* [DATASET]:
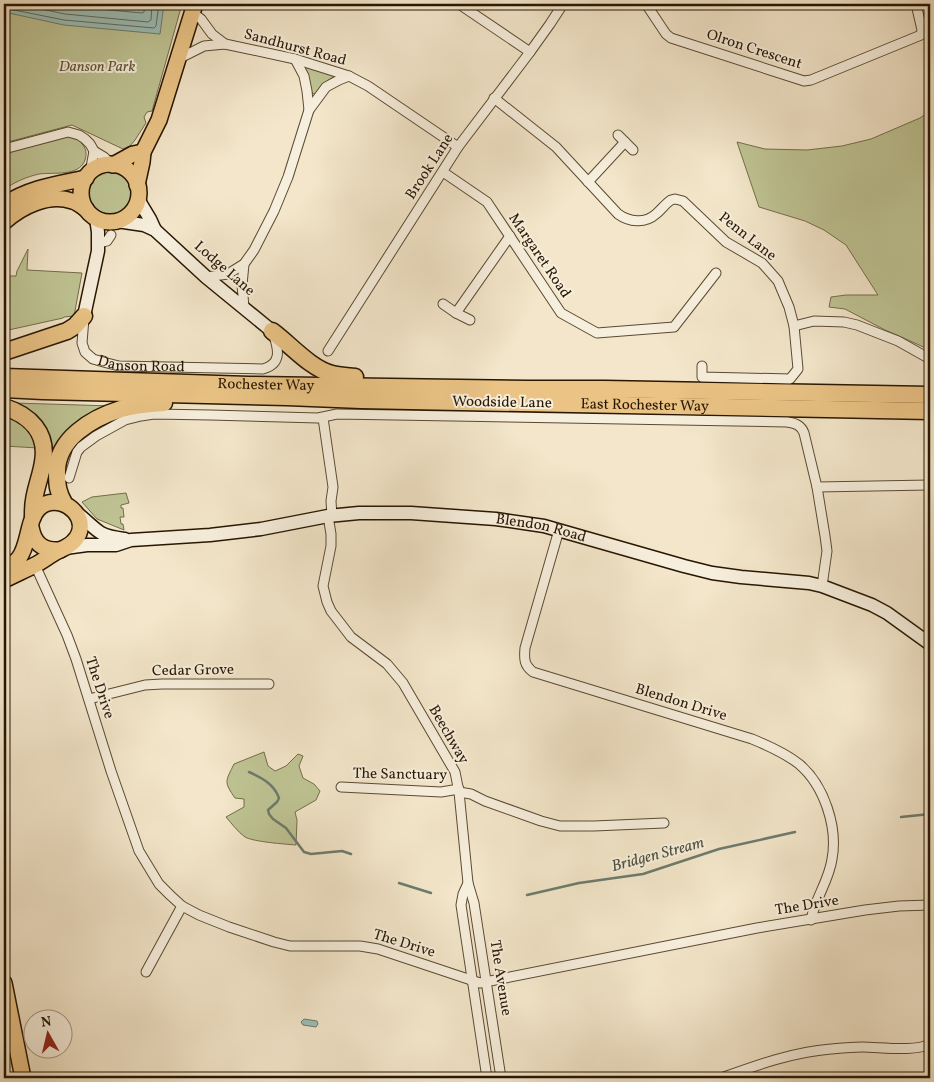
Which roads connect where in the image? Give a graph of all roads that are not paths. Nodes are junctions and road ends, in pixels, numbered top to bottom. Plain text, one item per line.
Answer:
1 (460, 4) edge
2 (563, 4) edge
3 (646, 4) edge
4 (916, 4) edge
5 (194, 8) edge
6 (225, 44) junction
7 (530, 52) junction
8 (178, 59) junction
9 (295, 59) junction
10 (350, 76) junction
11 (494, 98) junction
12 (309, 110) junction
13 (458, 147) junction
14 (4, 149) edge
15 (633, 150) dead end
16 (94, 151) junction
17 (143, 152) junction
18 (112, 165) junction
19 (443, 172) junction
20 (88, 175) junction
21 (588, 182) junction
22 (138, 192) junction
23 (4, 205) edge
24 (91, 214) junction
25 (4, 222) edge
26 (114, 228) junction
27 (155, 230) junction
28 (510, 236) junction
29 (98, 243) junction
30 (244, 264) junction
31 (716, 273) dead end
32 (206, 277) junction
33 (443, 304) dead end
34 (244, 307) junction
35 (456, 313) junction
36 (84, 316) junction
37 (470, 320) dead end
38 (794, 326) junction
39 (272, 331) junction
40 (328, 351) dead end
41 (4, 352) edge
42 (930, 360) edge
43 (702, 366) dead end
44 (4, 377) edge
45 (4, 389) edge
46 (528, 389) junction
47 (930, 395) edge
48 (361, 400) junction
49 (4, 407) edge
50 (930, 412) edge
51 (323, 418) junction
52 (69, 478) dead end
53 (930, 485) edge
54 (816, 487) junction
55 (64, 503) junction
56 (78, 514) junction
57 (330, 516) junction
58 (32, 522) junction
59 (559, 530) junction
60 (131, 540) junction
61 (63, 549) junction
62 (35, 565) junction
63 (4, 569) edge
64 (4, 580) edge
65 (822, 586) junction
66 (930, 644) edge
67 (269, 684) dead end
68 (89, 699) junction
69 (341, 787) dead end
70 (459, 790) junction
71 (664, 823) dead end
72 (468, 883) junction
73 (930, 905) edge
74 (182, 906) junction
75 (811, 920) junction
76 (146, 972) dead end
77 (472, 982) junction
78 (4, 983) edge
79 (487, 983) junction
80 (930, 1044) edge
81 (23, 1078) edge
82 (487, 1078) edge
83 (502, 1078) edge
84 (721, 1078) edge

1 - 7 street
2 - 7 street, Brook Lane
3 - 4 street, Olron Crescent
5 - 6 street, Sandhurst Road
5 - 8 main road
6 - 8 street, Sandhurst Road
6 - 9 street, Sandhurst Road
7 - 11 street, Brook Lane
8 - 17 main road
9 - 10 street, Sandhurst Road
9 - 12 street
10 - 12 street
10 - 13 street, Sandhurst Road
11 - 13 street, Brook Lane
11 - 21 street
12 - 30 street
13 - 19 street, Brook Lane
14 - 16 street
15 - 21 street
16 - 18 street
16 - 20 street
17 - 18 main road
17 - 22 main road
18 - 20 main road
18 - 22 main road
19 - 28 street, Margaret Road
19 - 40 street, Brook Lane
20 - 23 main road
20 - 24 main road
21 - 38 street, Penn Lane
22 - 26 main road
22 - 27 main road, Lodge Lane
24 - 25 main road
24 - 26 main road
24 - 29 main road, Danson Road
26 - 27 main road, Lodge Lane
26 - 29 street
27 - 32 main road, Lodge Lane
28 - 31 street, Margaret Road
28 - 35 street
29 - 36 main road, Danson Road
30 - 32 street
30 - 34 street
32 - 34 main road, Lodge Lane
33 - 35 street
34 - 39 main road, Lodge Lane
35 - 37 street
36 - 39 street, Danson Road
36 - 41 highway
38 - 42 street
38 - 43 street, Penn Lane
39 - 46 highway
44 - 46 highway, Rochester Way
45 - 48 highway, Rochester Way
46 - 47 highway, East Rochester Way
48 - 50 highway, East Rochester Way
48 - 55 highway
49 - 58 highway
51 - 52 street, Woodside Lane
51 - 54 street, Woodside Lane
51 - 57 street, Beechway
53 - 54 street
54 - 65 street, Woodside Lane
55 - 56 main road, Blendon Road
55 - 58 main road
56 - 60 main road, Blendon Road
56 - 61 main road, Blendon Road
57 - 59 main road, Blendon Road
57 - 60 main road, Blendon Road
57 - 70 street, Beechway
58 - 61 main road, Blendon Road
58 - 63 main road
59 - 65 main road, Blendon Road
59 - 75 street, Blendon Drive
60 - 61 main road, Blendon Road
61 - 62 main road, Blendon Road
62 - 64 main road, Blendon Road
62 - 68 street, The Drive
65 - 66 main road, Blendon Road
67 - 68 street, Cedar Grove
68 - 74 street, The Drive
69 - 70 street, The Sanctuary
70 - 71 street
70 - 72 street, The Avenue
72 - 77 street, The Avenue
72 - 79 street, The Avenue
73 - 75 street, The Drive
74 - 76 street
74 - 77 street, The Drive
75 - 79 street, The Drive
77 - 79 street, The Drive
77 - 82 street, The Avenue
78 - 81 main road
79 - 83 street, The Avenue
80 - 84 street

* [TASK INSTRUCTIONS]:
A verbatim copy of the records above, without pictures, is required.

* [REPLY]:
Which roads connect where in the image? Give a graph of all roads that are not paths. Nodes are junctions and road ends, in pixels, numbered top to bottom. Plain text, one item per line.
Answer:
1 (460, 4) edge
2 (563, 4) edge
3 (646, 4) edge
4 (916, 4) edge
5 (194, 8) edge
6 (225, 44) junction
7 (530, 52) junction
8 (178, 59) junction
9 (295, 59) junction
10 (350, 76) junction
11 (494, 98) junction
12 (309, 110) junction
13 (458, 147) junction
14 (4, 149) edge
15 (633, 150) dead end
16 (94, 151) junction
17 (143, 152) junction
18 (112, 165) junction
19 (443, 172) junction
20 (88, 175) junction
21 (588, 182) junction
22 (138, 192) junction
23 (4, 205) edge
24 (91, 214) junction
25 (4, 222) edge
26 (114, 228) junction
27 (155, 230) junction
28 (510, 236) junction
29 (98, 243) junction
30 (244, 264) junction
31 (716, 273) dead end
32 (206, 277) junction
33 (443, 304) dead end
34 (244, 307) junction
35 (456, 313) junction
36 (84, 316) junction
37 (470, 320) dead end
38 (794, 326) junction
39 (272, 331) junction
40 (328, 351) dead end
41 (4, 352) edge
42 (930, 360) edge
43 (702, 366) dead end
44 (4, 377) edge
45 (4, 389) edge
46 (528, 389) junction
47 (930, 395) edge
48 (361, 400) junction
49 (4, 407) edge
50 (930, 412) edge
51 (323, 418) junction
52 (69, 478) dead end
53 (930, 485) edge
54 (816, 487) junction
55 (64, 503) junction
56 (78, 514) junction
57 (330, 516) junction
58 (32, 522) junction
59 (559, 530) junction
60 (131, 540) junction
61 (63, 549) junction
62 (35, 565) junction
63 (4, 569) edge
64 (4, 580) edge
65 (822, 586) junction
66 (930, 644) edge
67 (269, 684) dead end
68 (89, 699) junction
69 (341, 787) dead end
70 (459, 790) junction
71 (664, 823) dead end
72 (468, 883) junction
73 (930, 905) edge
74 (182, 906) junction
75 (811, 920) junction
76 (146, 972) dead end
77 (472, 982) junction
78 (4, 983) edge
79 (487, 983) junction
80 (930, 1044) edge
81 (23, 1078) edge
82 (487, 1078) edge
83 (502, 1078) edge
84 (721, 1078) edge

1 - 7 street
2 - 7 street, Brook Lane
3 - 4 street, Olron Crescent
5 - 6 street, Sandhurst Road
5 - 8 main road
6 - 8 street, Sandhurst Road
6 - 9 street, Sandhurst Road
7 - 11 street, Brook Lane
8 - 17 main road
9 - 10 street, Sandhurst Road
9 - 12 street
10 - 12 street
10 - 13 street, Sandhurst Road
11 - 13 street, Brook Lane
11 - 21 street
12 - 30 street
13 - 19 street, Brook Lane
14 - 16 street
15 - 21 street
16 - 18 street
16 - 20 street
17 - 18 main road
17 - 22 main road
18 - 20 main road
18 - 22 main road
19 - 28 street, Margaret Road
19 - 40 street, Brook Lane
20 - 23 main road
20 - 24 main road
21 - 38 street, Penn Lane
22 - 26 main road
22 - 27 main road, Lodge Lane
24 - 25 main road
24 - 26 main road
24 - 29 main road, Danson Road
26 - 27 main road, Lodge Lane
26 - 29 street
27 - 32 main road, Lodge Lane
28 - 31 street, Margaret Road
28 - 35 street
29 - 36 main road, Danson Road
30 - 32 street
30 - 34 street
32 - 34 main road, Lodge Lane
33 - 35 street
34 - 39 main road, Lodge Lane
35 - 37 street
36 - 39 street, Danson Road
36 - 41 highway
38 - 42 street
38 - 43 street, Penn Lane
39 - 46 highway
44 - 46 highway, Rochester Way
45 - 48 highway, Rochester Way
46 - 47 highway, East Rochester Way
48 - 50 highway, East Rochester Way
48 - 55 highway
49 - 58 highway
51 - 52 street, Woodside Lane
51 - 54 street, Woodside Lane
51 - 57 street, Beechway
53 - 54 street
54 - 65 street, Woodside Lane
55 - 56 main road, Blendon Road
55 - 58 main road
56 - 60 main road, Blendon Road
56 - 61 main road, Blendon Road
57 - 59 main road, Blendon Road
57 - 60 main road, Blendon Road
57 - 70 street, Beechway
58 - 61 main road, Blendon Road
58 - 63 main road
59 - 65 main road, Blendon Road
59 - 75 street, Blendon Drive
60 - 61 main road, Blendon Road
61 - 62 main road, Blendon Road
62 - 64 main road, Blendon Road
62 - 68 street, The Drive
65 - 66 main road, Blendon Road
67 - 68 street, Cedar Grove
68 - 74 street, The Drive
69 - 70 street, The Sanctuary
70 - 71 street
70 - 72 street, The Avenue
72 - 77 street, The Avenue
72 - 79 street, The Avenue
73 - 75 street, The Drive
74 - 76 street
74 - 77 street, The Drive
75 - 79 street, The Drive
77 - 79 street, The Drive
77 - 82 street, The Avenue
78 - 81 main road
79 - 83 street, The Avenue
80 - 84 street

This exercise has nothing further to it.